## ABOUT THIS TASK
From the entries that follow, list every line in which the string "highway" appears.

(Extracted data entries)

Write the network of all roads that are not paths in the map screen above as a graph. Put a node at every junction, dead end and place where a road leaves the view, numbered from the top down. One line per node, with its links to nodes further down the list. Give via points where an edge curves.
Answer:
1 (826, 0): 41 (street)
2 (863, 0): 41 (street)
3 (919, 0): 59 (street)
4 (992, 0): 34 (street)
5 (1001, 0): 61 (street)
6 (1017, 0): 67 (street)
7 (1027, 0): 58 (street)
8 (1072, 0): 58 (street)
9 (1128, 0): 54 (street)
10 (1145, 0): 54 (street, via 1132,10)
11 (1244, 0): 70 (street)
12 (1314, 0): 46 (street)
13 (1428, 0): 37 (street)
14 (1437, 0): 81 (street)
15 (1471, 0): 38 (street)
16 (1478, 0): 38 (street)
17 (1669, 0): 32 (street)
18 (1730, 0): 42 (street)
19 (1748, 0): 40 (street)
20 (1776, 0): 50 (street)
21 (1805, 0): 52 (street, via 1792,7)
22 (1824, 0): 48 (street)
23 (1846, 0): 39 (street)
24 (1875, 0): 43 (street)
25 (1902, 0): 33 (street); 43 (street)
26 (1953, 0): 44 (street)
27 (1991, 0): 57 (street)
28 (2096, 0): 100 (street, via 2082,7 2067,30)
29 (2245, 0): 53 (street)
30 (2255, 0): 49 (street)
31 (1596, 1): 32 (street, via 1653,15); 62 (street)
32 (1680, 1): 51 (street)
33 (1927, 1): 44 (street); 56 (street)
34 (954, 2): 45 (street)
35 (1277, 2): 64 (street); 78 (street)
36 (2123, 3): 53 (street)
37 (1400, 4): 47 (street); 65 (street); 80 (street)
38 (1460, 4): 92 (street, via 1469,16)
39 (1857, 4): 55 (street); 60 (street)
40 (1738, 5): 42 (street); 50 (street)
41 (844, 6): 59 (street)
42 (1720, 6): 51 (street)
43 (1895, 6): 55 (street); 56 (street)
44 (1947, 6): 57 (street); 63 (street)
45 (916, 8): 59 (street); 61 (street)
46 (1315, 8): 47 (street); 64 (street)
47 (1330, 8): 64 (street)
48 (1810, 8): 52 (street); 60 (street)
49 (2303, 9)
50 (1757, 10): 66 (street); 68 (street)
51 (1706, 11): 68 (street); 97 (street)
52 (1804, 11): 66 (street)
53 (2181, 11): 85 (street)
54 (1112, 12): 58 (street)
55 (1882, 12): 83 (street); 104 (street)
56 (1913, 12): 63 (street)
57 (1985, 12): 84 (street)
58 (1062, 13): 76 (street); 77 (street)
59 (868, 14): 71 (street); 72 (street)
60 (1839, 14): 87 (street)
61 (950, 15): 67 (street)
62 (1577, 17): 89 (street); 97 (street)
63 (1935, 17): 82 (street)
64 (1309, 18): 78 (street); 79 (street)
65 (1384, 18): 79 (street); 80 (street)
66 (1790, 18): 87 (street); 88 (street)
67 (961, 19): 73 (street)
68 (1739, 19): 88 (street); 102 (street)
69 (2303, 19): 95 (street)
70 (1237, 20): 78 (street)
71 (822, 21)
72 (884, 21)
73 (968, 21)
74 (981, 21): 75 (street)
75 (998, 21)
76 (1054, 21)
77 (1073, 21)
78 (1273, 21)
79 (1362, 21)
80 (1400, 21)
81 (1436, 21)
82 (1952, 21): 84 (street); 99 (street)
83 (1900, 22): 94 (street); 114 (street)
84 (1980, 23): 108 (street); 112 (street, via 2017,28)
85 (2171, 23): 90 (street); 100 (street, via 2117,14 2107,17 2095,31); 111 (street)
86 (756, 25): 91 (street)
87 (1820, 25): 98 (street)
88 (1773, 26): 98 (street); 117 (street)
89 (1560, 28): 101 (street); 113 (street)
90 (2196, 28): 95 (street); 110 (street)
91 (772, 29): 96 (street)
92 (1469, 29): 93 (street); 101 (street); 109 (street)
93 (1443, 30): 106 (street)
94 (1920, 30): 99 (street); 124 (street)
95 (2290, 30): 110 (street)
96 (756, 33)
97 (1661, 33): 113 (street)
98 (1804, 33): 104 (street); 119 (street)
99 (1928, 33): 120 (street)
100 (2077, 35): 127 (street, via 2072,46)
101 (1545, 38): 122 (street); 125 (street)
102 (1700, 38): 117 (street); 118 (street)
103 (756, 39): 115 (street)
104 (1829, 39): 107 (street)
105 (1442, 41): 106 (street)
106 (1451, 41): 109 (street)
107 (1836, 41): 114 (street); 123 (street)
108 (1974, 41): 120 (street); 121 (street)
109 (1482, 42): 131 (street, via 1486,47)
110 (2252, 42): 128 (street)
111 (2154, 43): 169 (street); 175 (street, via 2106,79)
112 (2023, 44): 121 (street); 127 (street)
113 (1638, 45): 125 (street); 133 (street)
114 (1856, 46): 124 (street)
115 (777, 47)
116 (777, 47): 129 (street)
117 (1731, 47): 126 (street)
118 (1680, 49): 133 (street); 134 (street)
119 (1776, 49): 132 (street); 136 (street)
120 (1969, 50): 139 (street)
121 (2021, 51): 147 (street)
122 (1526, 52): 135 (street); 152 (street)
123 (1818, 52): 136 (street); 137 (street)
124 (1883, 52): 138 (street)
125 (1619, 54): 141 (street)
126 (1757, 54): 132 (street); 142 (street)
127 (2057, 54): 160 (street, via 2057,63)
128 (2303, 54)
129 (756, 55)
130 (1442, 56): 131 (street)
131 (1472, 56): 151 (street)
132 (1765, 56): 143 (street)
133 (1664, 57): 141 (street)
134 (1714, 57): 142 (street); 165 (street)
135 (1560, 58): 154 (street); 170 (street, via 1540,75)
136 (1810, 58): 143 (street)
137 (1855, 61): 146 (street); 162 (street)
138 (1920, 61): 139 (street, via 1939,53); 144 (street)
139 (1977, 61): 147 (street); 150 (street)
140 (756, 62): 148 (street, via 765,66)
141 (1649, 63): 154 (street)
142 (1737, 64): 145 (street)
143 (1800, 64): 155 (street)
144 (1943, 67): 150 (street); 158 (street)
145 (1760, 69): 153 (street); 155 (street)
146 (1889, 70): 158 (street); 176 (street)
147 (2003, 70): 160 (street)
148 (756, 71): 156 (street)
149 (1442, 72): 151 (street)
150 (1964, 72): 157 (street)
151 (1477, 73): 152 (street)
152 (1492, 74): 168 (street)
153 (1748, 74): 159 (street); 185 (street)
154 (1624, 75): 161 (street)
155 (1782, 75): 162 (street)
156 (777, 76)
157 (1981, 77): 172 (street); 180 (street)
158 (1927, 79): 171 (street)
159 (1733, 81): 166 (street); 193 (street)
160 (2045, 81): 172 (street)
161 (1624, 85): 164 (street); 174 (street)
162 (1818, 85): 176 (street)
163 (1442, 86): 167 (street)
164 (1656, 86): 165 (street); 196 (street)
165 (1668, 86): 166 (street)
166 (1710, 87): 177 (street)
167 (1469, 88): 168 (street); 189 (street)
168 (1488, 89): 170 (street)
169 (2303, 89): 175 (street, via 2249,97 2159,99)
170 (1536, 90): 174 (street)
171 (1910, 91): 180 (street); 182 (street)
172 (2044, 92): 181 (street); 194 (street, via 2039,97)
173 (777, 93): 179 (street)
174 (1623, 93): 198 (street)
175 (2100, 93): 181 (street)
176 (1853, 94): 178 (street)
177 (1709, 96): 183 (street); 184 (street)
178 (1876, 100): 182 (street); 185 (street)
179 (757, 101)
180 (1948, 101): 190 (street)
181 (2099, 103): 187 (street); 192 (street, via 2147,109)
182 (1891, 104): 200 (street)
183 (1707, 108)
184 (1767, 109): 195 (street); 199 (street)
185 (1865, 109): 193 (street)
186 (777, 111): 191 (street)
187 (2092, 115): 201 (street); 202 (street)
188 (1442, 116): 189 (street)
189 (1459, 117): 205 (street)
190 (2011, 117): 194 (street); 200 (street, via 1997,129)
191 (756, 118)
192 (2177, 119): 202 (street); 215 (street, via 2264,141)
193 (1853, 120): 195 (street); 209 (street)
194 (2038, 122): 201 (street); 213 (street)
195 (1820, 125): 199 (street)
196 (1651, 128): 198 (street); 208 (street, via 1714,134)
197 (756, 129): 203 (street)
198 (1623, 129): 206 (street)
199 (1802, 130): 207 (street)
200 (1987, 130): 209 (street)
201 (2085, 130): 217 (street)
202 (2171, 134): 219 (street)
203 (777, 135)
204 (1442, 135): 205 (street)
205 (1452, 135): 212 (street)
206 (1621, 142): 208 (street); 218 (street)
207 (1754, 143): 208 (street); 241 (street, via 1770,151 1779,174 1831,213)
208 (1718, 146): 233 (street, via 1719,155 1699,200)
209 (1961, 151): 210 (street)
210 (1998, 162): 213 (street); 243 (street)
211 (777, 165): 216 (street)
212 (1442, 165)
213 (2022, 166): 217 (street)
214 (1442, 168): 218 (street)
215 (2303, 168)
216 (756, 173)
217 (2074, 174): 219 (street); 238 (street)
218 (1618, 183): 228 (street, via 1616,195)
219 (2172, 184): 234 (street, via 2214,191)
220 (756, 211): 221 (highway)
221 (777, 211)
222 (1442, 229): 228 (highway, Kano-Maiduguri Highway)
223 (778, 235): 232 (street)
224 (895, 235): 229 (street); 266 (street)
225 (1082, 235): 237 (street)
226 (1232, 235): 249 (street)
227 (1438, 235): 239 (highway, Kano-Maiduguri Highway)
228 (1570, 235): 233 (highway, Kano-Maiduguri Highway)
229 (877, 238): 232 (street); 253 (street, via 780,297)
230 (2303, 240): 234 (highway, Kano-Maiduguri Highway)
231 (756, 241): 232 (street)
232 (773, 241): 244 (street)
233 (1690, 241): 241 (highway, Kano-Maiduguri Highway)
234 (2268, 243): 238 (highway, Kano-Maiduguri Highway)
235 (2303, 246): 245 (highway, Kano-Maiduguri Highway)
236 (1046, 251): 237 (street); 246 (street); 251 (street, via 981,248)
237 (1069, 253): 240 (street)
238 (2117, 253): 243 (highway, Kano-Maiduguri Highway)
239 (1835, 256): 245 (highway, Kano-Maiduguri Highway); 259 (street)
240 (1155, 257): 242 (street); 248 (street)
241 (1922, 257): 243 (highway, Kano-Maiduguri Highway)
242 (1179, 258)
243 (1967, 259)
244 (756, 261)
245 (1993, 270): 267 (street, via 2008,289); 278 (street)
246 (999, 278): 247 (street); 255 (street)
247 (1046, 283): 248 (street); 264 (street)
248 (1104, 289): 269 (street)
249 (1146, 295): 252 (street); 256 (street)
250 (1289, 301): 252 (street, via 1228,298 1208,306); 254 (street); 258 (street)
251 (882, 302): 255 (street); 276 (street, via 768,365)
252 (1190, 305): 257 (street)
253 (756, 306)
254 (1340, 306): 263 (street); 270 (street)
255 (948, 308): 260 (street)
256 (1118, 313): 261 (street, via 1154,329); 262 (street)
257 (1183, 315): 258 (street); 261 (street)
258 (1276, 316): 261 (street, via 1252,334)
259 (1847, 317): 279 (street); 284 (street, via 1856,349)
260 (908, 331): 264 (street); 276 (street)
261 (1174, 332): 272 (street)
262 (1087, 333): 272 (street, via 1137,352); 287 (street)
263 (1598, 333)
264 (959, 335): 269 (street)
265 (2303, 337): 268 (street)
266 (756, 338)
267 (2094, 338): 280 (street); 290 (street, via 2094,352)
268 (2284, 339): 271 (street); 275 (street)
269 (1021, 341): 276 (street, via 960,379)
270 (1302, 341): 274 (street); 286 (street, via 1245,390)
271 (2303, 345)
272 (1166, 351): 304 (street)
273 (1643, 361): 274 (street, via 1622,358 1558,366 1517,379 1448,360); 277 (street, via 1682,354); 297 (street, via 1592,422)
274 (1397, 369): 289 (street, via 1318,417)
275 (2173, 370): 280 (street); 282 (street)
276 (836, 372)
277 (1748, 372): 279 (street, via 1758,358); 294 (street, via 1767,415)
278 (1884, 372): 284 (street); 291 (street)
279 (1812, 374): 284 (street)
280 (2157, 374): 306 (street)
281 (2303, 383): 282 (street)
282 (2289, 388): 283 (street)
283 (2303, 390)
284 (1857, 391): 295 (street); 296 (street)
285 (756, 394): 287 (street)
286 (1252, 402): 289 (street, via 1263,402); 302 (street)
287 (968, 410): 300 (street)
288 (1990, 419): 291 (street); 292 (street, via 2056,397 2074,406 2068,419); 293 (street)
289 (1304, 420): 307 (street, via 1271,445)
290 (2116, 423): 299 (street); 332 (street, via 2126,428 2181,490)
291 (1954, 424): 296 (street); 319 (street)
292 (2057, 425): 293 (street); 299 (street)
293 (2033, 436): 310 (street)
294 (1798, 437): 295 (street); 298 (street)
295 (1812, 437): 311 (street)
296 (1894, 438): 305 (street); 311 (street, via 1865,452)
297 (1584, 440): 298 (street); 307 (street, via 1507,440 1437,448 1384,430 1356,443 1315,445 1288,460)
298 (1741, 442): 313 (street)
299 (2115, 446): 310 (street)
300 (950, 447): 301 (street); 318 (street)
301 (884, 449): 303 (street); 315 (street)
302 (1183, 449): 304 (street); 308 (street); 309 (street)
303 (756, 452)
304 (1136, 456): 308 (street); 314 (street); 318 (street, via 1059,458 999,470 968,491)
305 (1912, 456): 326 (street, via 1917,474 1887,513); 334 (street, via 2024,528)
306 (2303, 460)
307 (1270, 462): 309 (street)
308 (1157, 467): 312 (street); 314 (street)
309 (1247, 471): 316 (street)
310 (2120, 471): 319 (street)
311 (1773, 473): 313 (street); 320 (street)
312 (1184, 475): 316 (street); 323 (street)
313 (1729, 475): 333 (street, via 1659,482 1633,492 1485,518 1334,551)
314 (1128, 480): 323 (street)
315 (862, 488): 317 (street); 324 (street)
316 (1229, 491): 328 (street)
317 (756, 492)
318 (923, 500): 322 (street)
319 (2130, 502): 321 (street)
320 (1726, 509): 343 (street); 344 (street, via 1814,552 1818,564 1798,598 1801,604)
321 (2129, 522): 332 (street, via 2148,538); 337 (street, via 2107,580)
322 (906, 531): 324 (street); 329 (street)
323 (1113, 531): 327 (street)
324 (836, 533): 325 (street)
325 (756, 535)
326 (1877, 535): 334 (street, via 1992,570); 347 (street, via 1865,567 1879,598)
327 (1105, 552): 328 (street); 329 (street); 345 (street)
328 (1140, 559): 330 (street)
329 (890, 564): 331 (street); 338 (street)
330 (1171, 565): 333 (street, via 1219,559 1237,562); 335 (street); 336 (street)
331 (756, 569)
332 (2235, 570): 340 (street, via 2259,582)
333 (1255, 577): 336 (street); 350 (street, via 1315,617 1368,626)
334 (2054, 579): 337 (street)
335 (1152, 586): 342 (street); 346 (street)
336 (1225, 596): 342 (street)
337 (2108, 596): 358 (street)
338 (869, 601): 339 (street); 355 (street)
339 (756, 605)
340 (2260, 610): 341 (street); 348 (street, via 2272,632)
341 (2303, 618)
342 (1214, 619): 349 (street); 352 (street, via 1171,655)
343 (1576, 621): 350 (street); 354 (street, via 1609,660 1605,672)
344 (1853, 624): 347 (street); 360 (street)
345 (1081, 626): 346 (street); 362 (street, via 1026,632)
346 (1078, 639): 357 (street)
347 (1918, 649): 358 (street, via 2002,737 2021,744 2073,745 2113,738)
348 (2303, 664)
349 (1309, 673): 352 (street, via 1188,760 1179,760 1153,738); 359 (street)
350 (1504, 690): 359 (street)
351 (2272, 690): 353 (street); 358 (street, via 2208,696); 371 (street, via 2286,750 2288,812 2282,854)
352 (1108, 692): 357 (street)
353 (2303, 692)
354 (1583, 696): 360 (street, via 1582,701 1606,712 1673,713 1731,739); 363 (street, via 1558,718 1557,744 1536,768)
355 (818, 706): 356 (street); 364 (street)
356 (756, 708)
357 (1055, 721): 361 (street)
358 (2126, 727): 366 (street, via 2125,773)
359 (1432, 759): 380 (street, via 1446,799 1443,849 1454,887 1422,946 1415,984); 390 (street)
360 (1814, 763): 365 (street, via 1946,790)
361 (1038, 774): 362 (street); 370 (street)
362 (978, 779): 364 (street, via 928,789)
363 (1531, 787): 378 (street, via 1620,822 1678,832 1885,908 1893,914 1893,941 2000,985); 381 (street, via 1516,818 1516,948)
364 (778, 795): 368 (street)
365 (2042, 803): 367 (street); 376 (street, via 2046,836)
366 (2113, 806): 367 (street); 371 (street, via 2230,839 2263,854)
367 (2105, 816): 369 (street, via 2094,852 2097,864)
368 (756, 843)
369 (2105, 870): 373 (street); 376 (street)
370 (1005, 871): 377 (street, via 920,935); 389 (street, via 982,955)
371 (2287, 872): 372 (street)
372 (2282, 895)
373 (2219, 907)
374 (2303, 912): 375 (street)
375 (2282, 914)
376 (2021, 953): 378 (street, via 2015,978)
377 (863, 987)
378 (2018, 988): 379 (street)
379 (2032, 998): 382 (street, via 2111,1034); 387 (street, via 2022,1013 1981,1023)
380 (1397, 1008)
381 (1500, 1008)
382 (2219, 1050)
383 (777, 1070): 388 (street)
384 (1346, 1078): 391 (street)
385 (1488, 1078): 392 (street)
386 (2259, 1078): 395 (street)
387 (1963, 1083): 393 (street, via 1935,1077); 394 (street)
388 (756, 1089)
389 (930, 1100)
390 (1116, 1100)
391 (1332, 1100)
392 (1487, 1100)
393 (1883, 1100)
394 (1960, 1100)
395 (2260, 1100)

## EXERCISE OUTPUT
220 (756, 211): 221 (highway)
222 (1442, 229): 228 (highway, Kano-Maiduguri Highway)
227 (1438, 235): 239 (highway, Kano-Maiduguri Highway)
228 (1570, 235): 233 (highway, Kano-Maiduguri Highway)
230 (2303, 240): 234 (highway, Kano-Maiduguri Highway)
233 (1690, 241): 241 (highway, Kano-Maiduguri Highway)
234 (2268, 243): 238 (highway, Kano-Maiduguri Highway)
235 (2303, 246): 245 (highway, Kano-Maiduguri Highway)
238 (2117, 253): 243 (highway, Kano-Maiduguri Highway)
239 (1835, 256): 245 (highway, Kano-Maiduguri Highway); 259 (street)
241 (1922, 257): 243 (highway, Kano-Maiduguri Highway)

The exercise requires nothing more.